Seventy years ago on November 26 the Constituent Assembly formally adopted the Constitution of India.

It is tragic that the Constitution is being trampled upon with impunity. The glaring instances are manifested in the prime minister’s decision to end President’s rule in Maharashtra.

In Parliament’s unilaterally revoking the special status under which Jammu and Kashmir acceded to the Union of India.

In the continued suppression of the rights of people, and the continued detention of political leaders, activists and intellectuals of our country on fabricated grounds.

These ominous developments have shattered our faith in the constitutional scheme of government.

The gross infractions committed by the central government repeatedly violate the “constitutional morality” which Dr Ambedkar asked Indians to cultivate in a comprehensive manner. This is a cause of worry and danger to the whole country.

Let us recall the wise words of former President the late Shri K.R.Narayanan, who on the golden jubilee of our Republic voiced concern by saying, “Let us examine if the Constitution has failed us, or we have failed the Constitution.”

He said so when the first NDA government led by Atal Behari Vajpayee was toying with the idea of reviewing the Constitution. President Narayanan’s sharp public interrogation led Shri Vajpayee to change his decision, and instead of reviewing the Constitution the government decided to review its working.

It is tragic that the occupants of high constitutional office, be it the incumbent President of India or the Governors of States, who have sworn oaths to preserve, protect and defend the Constitution, are not able to live up to the oath’s letter or spirit.

As a result the Constitution is being violated grossly.

Dr Ambedkar cautioned that if constitutional methods were sidelined to realise the objectives of the Constitution, there would be a “grammar of anarchy”. Some kind of grammar of anarchy and acrimony has indeed seized the minds of those at the helm of affairs.

In his speech after resigning from the Cabinet in 1951 Dr Ambedkar said, “To leave inequality between class and class, between sex and sex, which is the soul of Hindu Society untouched, and to go on passing legislation relating to economic problems, is to make a farce of our Constitution and to build a palace on a dung heap. This is the significance I attached to the Hindu Code.”

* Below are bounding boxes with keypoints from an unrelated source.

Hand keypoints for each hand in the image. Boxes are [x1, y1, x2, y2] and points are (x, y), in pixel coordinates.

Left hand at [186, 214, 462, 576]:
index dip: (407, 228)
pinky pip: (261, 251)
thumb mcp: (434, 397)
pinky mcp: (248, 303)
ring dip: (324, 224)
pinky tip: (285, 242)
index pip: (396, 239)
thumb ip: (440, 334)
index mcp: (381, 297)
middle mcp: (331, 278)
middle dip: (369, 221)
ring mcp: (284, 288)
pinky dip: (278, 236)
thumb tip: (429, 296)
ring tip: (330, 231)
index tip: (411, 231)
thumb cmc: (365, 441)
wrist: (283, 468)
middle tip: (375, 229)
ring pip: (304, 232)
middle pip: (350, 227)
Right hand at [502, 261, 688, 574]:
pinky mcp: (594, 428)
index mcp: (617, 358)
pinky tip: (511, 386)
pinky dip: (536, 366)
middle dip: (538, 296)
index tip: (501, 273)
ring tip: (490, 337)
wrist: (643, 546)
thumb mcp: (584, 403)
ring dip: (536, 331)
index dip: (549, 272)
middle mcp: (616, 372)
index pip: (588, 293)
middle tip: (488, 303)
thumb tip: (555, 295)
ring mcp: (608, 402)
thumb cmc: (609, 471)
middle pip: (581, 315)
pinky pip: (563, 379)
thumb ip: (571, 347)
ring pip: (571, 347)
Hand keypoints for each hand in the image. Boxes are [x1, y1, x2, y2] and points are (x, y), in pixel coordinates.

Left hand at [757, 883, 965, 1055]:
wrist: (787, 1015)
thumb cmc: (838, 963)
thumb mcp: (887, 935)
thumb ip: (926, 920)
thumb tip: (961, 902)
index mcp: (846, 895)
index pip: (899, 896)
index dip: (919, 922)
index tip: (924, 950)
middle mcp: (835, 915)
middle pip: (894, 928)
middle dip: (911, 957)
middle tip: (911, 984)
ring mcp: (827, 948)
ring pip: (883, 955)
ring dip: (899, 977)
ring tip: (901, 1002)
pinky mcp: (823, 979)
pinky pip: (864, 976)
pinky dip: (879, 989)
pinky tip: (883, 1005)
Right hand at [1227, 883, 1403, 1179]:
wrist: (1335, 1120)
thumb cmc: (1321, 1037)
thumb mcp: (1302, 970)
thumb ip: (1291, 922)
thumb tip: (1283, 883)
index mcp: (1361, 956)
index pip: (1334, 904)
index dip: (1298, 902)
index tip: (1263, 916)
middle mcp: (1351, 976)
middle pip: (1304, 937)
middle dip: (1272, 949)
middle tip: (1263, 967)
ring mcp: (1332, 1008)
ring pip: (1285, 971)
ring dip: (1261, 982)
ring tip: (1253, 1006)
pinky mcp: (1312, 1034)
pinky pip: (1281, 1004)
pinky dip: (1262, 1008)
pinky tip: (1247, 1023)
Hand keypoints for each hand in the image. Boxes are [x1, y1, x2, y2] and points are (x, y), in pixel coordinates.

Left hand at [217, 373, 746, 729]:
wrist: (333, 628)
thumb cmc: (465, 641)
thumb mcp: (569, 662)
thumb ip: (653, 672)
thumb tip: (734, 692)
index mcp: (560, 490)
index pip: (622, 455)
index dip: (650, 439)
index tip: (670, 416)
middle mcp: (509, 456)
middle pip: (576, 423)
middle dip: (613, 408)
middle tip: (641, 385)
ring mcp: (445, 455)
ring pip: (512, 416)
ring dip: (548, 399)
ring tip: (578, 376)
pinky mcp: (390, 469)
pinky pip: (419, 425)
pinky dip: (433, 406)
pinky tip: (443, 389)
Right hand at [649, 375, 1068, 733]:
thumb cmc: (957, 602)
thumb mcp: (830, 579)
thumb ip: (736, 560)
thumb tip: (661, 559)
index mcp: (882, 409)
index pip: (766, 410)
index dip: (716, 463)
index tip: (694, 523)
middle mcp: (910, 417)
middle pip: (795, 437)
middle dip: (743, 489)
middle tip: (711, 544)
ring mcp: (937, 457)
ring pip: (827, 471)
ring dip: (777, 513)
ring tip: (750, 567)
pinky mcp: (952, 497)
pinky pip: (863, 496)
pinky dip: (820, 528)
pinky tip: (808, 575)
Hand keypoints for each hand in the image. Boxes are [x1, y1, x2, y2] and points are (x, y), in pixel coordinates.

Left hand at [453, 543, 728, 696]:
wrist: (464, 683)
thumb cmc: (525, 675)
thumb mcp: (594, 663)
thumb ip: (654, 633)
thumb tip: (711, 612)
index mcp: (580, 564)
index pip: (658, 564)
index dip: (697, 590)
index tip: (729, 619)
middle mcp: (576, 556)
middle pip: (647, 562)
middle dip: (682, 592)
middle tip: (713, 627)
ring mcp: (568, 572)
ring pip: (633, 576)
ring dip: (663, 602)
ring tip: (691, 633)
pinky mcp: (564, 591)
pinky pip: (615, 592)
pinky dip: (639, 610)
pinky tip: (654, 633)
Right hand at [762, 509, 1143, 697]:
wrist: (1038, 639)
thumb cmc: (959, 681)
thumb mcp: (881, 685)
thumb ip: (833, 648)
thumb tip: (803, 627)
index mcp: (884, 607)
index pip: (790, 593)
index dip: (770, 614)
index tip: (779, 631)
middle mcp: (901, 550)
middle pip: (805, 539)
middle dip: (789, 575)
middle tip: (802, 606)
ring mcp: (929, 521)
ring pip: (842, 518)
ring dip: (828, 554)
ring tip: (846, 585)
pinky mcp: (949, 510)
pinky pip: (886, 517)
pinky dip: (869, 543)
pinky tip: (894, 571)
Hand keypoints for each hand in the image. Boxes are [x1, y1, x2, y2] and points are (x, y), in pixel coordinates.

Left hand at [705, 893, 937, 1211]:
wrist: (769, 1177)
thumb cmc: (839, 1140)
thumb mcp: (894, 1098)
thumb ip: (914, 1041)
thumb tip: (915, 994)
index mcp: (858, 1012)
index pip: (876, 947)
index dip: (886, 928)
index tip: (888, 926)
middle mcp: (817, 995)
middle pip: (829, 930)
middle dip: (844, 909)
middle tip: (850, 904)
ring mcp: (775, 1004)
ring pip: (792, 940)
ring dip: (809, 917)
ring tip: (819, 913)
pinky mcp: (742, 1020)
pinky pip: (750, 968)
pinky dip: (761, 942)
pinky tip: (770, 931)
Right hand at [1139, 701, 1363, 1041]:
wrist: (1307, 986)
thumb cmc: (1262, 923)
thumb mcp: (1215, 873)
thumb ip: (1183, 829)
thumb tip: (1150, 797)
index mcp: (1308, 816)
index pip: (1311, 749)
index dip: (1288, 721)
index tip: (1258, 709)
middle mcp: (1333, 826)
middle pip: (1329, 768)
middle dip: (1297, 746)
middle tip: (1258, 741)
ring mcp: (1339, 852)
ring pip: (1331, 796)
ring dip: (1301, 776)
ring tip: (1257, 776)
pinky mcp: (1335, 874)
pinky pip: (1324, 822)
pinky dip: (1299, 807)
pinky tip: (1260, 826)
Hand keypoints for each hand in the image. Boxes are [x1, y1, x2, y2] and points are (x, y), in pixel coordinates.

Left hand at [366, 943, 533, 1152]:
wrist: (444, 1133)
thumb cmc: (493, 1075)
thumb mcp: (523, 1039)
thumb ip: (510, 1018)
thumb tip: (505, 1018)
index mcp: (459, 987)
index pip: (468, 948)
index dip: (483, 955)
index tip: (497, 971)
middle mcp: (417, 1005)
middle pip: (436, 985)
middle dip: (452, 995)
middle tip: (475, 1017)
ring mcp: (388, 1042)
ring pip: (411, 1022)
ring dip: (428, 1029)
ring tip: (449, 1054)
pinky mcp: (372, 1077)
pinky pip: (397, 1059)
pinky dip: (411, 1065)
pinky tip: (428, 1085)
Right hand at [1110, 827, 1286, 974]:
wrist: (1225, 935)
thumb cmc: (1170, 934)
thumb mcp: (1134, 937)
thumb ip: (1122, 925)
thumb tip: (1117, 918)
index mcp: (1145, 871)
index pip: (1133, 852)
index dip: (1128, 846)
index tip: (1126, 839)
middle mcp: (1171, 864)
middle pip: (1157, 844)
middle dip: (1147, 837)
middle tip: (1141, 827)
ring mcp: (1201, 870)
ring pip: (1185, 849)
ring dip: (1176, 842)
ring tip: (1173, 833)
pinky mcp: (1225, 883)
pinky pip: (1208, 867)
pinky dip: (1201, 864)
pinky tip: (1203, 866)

It is tragic that the Prime Minister, who delivered an impressive speech on Constitution Day in Parliament’s Central Hall, openly took a stand against the Supreme Court judgement allowing women of menstruating age to enter the Sabarimala temple, by citing the ground that faith reigns supreme over law and the Constitution.

By giving primacy to faith over law and the Constitution, the Prime Minister was violating constitutional morality.

Similarly, the demand for banning cow slaughter by passing a legislation in the Parliament is a negation of constitutional morality, as it would involve using the instrumentality of law to impose the faith of certain Indians on other Indians, who may profess different faiths or none at all.

In fact even an ardent Sanatani Hindu like Mahatma Gandhi said that the law should not be used to ban cow slaughter, as it would mean imposing a faith associated with the protection of cows upon others who have different faiths.

Gandhi also said that imposing the idea of cow protection, which he believed was integral to the Hindu faith, on through the law would mean compelling everyone to convert to Hinduism.

Such thoughts need to be invoked in defence of constitutional morality.

If at all India is kept together as a nation it is because of the Constitution. Measures against the Constitution therefore negate the unity of India.

Let us as citizens preserve, protect and defend the Constitution, which is facing its worst danger in the 70 years since it took effect.